Below is an internet picture of the 40-150 f/2.8 Pro with and without the TC1.4 on an E-M1. I own this same set up with an E-M1 Mark II (bought from B&H)

Unlike DSLR's from Nikon and Canon where their implementation of teleconverters has of late with certain glass reached a point of virtually zero compromise in resolving power, the Olympus system has not pulled this off with about a worst case loss of about 8% at 150mm depending on the aperture selected.

So, as I prepare to go out with the North Alabama Birding Society this Saturday, I am still undecided on whether to use the 1.4 TC or just stay with the phenomenal lens and hope I don't have to crop too much later on.

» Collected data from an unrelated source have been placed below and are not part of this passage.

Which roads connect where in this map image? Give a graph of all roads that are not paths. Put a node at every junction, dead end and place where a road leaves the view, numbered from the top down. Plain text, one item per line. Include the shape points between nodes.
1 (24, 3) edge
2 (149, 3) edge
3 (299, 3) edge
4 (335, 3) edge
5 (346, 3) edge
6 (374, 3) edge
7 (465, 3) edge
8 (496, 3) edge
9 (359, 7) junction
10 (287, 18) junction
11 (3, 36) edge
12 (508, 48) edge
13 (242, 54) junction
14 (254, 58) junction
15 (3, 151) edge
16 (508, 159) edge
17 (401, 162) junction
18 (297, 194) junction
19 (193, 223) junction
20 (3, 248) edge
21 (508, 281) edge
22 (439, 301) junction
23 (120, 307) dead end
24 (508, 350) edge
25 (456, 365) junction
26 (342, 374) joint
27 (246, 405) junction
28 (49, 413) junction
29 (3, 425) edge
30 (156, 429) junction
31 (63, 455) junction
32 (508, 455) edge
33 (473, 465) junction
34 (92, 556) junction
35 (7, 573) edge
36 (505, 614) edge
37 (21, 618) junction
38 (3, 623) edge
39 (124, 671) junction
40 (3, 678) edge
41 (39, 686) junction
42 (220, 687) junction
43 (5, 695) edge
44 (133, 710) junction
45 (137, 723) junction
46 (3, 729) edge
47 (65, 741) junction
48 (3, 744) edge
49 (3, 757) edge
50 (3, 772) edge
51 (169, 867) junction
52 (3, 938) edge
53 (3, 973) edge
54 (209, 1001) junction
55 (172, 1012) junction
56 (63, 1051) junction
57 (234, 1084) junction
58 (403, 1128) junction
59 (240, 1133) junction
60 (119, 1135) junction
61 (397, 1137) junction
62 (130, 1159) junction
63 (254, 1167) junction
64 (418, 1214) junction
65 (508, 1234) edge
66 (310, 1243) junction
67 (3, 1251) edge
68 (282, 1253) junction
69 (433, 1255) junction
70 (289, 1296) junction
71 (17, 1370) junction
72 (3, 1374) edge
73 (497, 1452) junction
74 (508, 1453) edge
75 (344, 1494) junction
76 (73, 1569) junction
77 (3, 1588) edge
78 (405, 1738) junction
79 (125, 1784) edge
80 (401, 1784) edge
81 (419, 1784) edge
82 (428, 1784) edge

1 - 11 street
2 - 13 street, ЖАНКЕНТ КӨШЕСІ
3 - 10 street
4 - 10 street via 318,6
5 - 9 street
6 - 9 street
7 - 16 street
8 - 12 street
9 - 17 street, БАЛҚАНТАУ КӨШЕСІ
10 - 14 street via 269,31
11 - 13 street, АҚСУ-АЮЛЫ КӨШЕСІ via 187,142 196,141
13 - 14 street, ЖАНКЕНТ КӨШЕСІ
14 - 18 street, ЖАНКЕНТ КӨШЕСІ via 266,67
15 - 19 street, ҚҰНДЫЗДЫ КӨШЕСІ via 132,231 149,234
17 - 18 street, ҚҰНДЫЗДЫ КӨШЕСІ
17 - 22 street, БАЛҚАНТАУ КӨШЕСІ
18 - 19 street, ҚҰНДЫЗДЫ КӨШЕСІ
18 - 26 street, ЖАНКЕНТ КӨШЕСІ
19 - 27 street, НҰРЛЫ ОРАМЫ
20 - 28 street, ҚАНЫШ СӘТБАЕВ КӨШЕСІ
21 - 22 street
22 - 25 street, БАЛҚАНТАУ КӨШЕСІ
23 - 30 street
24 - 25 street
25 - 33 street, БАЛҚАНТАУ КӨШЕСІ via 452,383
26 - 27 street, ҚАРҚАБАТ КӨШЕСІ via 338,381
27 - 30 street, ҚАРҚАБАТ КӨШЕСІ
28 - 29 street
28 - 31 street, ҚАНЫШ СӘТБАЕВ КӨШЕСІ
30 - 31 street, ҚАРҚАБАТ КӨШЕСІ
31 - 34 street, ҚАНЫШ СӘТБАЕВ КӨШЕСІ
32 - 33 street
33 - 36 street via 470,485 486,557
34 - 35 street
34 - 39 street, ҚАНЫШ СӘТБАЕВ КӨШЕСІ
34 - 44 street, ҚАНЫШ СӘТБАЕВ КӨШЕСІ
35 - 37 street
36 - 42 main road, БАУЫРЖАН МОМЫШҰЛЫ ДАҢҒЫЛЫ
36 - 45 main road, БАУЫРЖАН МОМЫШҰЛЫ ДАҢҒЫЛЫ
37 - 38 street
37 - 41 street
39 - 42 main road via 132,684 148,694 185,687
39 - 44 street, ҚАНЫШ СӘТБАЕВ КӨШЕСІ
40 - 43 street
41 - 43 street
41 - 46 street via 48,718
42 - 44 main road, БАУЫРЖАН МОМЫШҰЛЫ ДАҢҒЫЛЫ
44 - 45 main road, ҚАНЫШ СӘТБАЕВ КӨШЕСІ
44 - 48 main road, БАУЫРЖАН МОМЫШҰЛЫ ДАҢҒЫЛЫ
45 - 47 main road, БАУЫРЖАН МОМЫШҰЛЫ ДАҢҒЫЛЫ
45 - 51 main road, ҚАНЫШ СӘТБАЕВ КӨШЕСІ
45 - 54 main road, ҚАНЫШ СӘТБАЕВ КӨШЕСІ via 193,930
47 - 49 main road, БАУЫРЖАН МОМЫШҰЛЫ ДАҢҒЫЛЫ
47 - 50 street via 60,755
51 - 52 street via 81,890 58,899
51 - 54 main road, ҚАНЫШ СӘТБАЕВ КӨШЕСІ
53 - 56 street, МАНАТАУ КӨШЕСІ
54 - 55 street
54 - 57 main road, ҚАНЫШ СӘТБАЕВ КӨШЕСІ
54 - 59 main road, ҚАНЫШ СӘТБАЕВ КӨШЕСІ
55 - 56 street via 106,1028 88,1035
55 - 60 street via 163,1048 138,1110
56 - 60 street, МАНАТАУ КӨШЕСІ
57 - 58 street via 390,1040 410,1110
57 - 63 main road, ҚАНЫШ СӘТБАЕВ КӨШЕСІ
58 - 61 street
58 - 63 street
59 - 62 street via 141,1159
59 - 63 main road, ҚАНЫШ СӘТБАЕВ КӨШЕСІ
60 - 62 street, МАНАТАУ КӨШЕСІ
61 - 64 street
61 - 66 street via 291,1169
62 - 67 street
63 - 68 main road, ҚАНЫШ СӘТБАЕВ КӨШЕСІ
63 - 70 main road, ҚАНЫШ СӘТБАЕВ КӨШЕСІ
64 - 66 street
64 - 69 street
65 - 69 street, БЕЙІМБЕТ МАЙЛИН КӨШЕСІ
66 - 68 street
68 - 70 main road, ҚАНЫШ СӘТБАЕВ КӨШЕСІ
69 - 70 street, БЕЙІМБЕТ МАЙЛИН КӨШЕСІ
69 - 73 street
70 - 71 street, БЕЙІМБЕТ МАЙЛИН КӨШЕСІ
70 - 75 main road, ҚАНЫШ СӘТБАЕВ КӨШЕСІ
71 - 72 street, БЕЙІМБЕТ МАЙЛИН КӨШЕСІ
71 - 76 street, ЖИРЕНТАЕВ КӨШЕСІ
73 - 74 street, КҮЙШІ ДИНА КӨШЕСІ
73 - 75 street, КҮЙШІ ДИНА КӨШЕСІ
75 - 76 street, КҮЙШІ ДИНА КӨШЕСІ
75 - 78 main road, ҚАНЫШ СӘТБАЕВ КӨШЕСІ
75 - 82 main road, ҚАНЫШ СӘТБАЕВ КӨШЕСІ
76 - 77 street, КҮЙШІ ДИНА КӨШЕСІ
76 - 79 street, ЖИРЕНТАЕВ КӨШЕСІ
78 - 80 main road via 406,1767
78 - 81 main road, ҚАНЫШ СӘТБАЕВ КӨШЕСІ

Admittedly the results are so close my comments are pixel peeping and my decision will rest on how far my shots are, but my wish is for a 4/3 format that calls itself a legitimate alternative for pros and prosumers that they would in fact make legitimate parallels or lead in this area of optical technology.

Having said that, I am thrilled with an extremely small, lightweight, fully weather-sealed TC that doesn't significantly negatively impact image quality or AF speed. But for the Olympus 40-150mm ƒ/2.8 Zuiko Pro or the 300mm ƒ/4 Zuiko Pro lens, the MC-14 teleconverter is a an accessory that needs to close the gap just a pinch.

I'll try and update this post with the actual resolution differences between TC 1.4 and without.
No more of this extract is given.